Pull every line that holds the word "north" from the entries.
*** Opening STORED DATA ***
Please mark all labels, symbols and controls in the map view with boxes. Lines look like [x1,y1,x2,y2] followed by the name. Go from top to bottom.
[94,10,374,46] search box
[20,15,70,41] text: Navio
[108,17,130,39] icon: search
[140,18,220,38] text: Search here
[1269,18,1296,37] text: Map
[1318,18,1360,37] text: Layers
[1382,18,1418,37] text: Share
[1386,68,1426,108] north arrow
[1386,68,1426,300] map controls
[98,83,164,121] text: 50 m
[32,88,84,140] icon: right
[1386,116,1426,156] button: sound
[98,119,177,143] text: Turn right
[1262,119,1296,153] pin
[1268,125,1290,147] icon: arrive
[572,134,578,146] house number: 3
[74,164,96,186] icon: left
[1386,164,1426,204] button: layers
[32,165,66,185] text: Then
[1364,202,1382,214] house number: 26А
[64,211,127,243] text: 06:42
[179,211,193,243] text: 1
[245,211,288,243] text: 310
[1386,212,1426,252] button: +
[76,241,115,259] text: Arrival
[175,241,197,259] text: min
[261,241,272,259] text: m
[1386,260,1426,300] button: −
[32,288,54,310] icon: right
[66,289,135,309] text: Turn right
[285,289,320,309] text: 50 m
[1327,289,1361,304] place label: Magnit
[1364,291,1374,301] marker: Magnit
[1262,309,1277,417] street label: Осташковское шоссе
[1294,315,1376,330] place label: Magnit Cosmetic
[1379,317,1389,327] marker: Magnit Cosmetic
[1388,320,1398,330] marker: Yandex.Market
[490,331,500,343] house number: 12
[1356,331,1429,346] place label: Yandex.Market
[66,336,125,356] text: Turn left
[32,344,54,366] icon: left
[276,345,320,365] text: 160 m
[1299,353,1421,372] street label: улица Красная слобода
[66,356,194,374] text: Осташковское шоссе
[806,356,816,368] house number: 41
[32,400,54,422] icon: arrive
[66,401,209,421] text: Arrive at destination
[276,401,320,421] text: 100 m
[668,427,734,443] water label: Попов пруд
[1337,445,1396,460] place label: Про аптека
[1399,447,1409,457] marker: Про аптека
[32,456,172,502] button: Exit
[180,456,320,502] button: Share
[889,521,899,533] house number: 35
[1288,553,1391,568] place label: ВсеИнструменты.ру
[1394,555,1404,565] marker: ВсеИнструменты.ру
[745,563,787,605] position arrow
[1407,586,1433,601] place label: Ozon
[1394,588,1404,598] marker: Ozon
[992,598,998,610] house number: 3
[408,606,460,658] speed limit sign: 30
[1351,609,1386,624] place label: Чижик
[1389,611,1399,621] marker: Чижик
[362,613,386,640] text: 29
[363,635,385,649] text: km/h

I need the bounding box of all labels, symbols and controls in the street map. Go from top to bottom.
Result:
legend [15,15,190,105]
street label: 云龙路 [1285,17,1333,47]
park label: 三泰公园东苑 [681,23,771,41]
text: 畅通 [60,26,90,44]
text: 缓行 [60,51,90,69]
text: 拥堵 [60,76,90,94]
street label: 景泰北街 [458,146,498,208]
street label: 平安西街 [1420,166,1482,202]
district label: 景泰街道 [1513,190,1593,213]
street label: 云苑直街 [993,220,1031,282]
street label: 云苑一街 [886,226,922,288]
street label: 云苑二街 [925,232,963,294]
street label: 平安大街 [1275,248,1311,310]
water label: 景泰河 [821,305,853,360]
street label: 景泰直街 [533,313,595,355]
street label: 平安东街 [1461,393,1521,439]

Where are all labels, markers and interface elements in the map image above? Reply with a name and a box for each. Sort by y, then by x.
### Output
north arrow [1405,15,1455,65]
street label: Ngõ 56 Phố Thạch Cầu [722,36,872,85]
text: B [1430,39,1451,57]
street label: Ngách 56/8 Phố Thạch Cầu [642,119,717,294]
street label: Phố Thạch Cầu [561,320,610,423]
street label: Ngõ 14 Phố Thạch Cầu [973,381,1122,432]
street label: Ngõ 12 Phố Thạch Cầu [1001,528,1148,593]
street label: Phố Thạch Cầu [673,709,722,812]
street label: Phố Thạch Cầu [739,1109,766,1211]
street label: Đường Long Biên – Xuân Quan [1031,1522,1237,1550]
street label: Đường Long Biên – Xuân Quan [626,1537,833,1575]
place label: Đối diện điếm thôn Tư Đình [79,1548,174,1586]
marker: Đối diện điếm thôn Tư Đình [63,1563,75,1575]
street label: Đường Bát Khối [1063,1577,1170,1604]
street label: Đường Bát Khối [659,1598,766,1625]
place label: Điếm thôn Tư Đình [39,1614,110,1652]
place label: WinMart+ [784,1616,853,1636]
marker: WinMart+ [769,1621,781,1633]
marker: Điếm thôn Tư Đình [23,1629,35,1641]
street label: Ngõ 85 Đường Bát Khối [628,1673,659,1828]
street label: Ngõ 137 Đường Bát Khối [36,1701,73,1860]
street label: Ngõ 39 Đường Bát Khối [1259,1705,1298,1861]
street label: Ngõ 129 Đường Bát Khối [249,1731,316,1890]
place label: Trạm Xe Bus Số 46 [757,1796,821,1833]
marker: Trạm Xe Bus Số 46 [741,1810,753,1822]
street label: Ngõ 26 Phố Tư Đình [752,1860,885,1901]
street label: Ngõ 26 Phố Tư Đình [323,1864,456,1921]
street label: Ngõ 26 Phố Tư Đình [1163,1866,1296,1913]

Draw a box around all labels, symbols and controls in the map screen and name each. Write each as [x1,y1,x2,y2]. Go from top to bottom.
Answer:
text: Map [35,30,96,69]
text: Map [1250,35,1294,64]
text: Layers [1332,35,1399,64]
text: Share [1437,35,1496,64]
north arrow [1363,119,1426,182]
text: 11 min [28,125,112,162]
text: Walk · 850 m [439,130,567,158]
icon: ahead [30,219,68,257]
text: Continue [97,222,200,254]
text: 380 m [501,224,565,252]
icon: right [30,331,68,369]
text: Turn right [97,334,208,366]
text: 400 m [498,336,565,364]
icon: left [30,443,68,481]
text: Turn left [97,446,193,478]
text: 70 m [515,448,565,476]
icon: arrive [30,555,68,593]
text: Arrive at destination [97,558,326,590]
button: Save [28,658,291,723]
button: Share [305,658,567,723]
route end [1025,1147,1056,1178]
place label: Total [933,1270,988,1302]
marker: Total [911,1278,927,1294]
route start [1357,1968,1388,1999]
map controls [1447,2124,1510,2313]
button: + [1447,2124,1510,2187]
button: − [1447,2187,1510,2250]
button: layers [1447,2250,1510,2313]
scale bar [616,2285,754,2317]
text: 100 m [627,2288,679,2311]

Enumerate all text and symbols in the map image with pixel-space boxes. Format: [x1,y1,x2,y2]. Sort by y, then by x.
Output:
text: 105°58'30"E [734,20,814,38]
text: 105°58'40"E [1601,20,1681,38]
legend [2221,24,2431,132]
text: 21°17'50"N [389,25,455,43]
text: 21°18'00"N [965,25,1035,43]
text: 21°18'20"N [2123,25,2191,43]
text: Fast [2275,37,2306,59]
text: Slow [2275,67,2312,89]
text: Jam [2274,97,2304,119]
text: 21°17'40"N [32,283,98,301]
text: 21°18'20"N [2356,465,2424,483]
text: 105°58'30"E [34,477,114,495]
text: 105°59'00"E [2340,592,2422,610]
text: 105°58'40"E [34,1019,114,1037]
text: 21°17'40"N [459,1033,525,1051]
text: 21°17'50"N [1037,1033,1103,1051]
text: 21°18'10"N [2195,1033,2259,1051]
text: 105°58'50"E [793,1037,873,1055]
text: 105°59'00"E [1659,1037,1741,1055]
*** Closing STORED DATA ***
### RESPONSE
[1386,68,1426,108] north arrow
north arrow [1405,15,1455,65]
north arrow [1363,119,1426,182]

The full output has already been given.